Au Sud du bassin atlasique s'étend la plate-forme saharienne qui
correspond à une mer épicontinentale de faible profondeur. Elle constitue un
domaine encore plus confiné que le bassin des Oulad Naïl où la sédimentation
évaporitique se développe au cours des phases de bas niveau et de haut niveau
marin (pro parte). La subsidence est variable selon les secteurs. Sur la bordure
sud-atlasique elle est en général plus faible que dans les bassins des Oulad Naïl
et des Aurès. Par contre elle dépasse celle de la plate-forme des Zibans.

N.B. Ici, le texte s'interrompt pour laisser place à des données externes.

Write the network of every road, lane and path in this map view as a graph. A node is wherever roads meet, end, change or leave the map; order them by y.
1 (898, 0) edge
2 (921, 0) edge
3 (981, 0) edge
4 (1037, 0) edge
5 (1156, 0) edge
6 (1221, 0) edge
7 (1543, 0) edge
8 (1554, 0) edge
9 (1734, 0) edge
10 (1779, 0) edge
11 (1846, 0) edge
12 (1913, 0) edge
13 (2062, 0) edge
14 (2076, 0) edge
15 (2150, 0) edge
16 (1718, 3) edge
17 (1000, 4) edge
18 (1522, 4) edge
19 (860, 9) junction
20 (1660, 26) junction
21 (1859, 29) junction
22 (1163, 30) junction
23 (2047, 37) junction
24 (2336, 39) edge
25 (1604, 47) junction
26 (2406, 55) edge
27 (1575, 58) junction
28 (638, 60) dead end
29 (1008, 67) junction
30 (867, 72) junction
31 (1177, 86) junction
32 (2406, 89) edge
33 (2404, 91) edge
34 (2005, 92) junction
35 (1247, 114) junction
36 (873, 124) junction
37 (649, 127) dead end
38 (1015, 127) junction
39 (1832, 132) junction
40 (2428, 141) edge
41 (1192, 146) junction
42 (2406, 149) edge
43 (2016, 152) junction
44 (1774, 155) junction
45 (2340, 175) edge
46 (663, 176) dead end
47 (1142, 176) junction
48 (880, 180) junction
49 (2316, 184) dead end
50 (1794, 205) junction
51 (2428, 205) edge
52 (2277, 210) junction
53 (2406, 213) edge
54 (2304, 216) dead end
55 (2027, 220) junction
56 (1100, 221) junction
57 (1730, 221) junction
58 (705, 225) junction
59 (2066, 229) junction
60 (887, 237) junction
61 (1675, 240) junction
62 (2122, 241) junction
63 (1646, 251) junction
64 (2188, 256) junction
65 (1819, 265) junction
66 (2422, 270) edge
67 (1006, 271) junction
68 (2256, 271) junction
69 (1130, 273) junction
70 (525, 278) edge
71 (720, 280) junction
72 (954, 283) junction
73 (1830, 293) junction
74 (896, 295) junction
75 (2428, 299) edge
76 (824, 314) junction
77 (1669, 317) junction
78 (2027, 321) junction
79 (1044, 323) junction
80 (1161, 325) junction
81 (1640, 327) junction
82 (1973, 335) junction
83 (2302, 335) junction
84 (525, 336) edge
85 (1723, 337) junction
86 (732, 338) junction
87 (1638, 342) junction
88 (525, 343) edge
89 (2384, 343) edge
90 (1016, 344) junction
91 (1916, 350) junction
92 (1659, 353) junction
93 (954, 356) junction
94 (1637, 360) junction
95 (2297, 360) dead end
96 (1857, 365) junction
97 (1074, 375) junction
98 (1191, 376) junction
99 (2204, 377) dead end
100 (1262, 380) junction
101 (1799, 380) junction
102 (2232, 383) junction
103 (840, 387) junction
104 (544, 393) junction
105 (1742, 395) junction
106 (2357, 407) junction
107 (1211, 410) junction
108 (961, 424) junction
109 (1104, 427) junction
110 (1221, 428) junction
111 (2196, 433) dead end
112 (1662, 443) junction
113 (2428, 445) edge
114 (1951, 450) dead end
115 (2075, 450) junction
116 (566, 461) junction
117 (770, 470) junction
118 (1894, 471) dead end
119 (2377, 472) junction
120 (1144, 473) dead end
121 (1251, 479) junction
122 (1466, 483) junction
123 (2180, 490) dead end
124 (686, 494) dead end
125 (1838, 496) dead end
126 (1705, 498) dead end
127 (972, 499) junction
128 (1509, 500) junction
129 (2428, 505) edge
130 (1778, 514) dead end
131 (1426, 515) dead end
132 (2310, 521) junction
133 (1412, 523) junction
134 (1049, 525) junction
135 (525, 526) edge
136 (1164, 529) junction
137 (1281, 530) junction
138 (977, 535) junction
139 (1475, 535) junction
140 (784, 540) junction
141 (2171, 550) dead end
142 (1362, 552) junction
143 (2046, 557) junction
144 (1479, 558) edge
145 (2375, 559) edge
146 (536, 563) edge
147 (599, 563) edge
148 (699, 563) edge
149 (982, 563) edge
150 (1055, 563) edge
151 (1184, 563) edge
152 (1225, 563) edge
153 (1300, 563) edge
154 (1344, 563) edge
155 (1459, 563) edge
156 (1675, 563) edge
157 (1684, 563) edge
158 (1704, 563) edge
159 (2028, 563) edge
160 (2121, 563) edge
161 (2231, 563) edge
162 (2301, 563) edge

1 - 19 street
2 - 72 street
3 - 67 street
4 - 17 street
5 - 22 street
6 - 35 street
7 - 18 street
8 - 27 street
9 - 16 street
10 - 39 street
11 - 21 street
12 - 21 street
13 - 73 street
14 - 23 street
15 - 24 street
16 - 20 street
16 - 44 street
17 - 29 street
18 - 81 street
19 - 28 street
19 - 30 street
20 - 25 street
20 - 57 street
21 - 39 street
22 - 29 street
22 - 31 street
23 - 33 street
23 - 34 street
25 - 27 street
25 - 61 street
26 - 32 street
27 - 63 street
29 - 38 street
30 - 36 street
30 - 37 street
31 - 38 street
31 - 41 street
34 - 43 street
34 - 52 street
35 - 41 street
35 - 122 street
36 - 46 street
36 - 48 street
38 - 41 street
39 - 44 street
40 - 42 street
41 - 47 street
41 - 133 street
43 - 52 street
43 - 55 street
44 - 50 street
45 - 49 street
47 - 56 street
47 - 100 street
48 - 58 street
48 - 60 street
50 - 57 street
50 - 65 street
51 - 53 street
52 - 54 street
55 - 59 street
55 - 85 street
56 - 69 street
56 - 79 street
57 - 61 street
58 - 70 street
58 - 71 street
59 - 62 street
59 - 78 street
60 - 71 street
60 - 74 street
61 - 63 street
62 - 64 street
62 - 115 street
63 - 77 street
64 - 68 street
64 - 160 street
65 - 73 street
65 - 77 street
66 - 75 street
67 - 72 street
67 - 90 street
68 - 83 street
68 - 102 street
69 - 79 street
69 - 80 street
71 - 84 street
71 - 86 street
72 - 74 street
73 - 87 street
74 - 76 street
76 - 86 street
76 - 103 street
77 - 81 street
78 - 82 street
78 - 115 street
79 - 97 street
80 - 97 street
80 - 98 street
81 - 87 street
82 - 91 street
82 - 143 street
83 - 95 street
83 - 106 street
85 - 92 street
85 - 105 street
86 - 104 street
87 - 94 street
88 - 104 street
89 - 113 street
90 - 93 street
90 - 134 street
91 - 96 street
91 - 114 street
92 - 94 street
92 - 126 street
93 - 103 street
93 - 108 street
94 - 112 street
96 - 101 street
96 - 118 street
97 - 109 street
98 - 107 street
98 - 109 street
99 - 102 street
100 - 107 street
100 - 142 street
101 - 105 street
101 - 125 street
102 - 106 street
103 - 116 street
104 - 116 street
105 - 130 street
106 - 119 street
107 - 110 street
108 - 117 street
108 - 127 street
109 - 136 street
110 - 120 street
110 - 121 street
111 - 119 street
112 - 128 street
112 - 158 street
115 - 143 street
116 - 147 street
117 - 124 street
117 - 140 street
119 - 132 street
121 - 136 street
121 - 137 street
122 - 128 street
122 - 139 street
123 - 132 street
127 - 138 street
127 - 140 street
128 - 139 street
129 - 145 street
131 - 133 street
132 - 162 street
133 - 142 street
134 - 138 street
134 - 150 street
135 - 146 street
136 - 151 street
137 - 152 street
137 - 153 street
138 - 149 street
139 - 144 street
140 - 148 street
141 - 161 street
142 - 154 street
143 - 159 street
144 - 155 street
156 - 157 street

a) La plate-forme proximale
On décrira successivement les principaux faciès de la zone médiolittorale,
puis ceux de la zone infralittorale.

* La zone méridionale
* F1 : Dans le Cénomanien de la partie sud du Dj. Bou Rhezal
(Coudiat el leham) apparaissent des dépôts évaporitiques. Ce sont des marnes à
gypse admettant quelques bancs de gypse d'épaisseur inférieure à un mètre,
ainsi que des cargneules et des brèches de dissolution. Ce cortège de faciès
évoque des lagunes ou des étangs parsemant un vaste tidal flat, dans lesquels
s'effectuait une sédimentation évaporitique à caractère discontinu latéralement.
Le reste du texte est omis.